Chasing red shirts internationally

23 09 2014

Pavin Chachavalpongpun, himself in trouble with the military dictatorship in Bangkok, has an important op-ed at The Japan Times. In it, he points to the actions of the military junta hunting political opponents inside Cambodia.

As is well known, there are many opponents of the royalist junta who have gone into hiding outside the country.

Pavin refers to the case of Ekaphop Luera (or Tang Acheewa), accused of lese majeste prior to the military coup, but who fled to Cambodia.

Ekaphop has now had to leave Sihanoukville for an undisclosed location. He says he “knew he had to run to avoid being captured by agents of the Thai military.”

Ekaphop is being tracked and hunted by the military junta even while “under the protection of the Cambodian office of the United Nations High Commissioner for Refugees (UNHCR).”

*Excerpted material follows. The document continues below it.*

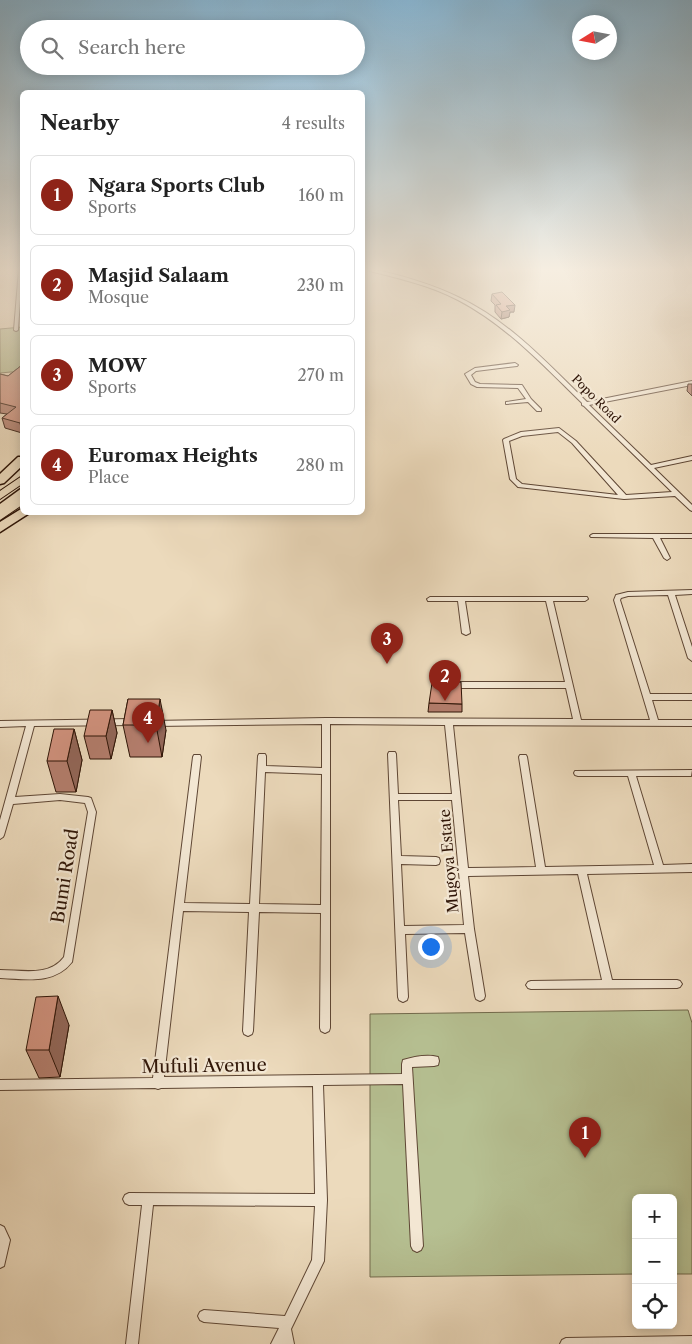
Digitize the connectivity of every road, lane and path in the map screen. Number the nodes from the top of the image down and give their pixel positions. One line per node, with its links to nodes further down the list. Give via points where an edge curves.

Pavin worries that this “protection” does not “necessarily guarantee his safety, particularly after the recent rapprochement between Thailand and Cambodia.” This naturally raises concerns about others who have fled Thailand.

Ekaphop states that:

the Thai military sent officers to monitor his movement in Cambodia, even to rent a room next door while he was hiding in Sihanoukville. Earlier the Thai Army arrested a Cambodian friend of Ekapop who crossed the border into Thailand to conduct business. He was interrogated and forced to disclose the whereabouts of Ekapop. Now the Thai Army has received a “green light” from the Cambodian authorities to abduct Ekapop and take him home, even if it infringes Cambodian sovereignty.

And, Pavin adds, Ekaphop is “not the only target.” He says “[o]ther fugitives have complained about similar harassment from the Thai military with the consent of the Cambodian government.” He says: “[t]heir lives are in danger.”

The junta came into existence as an illegal regime. Today it continues to operate outside the law, domestic and international.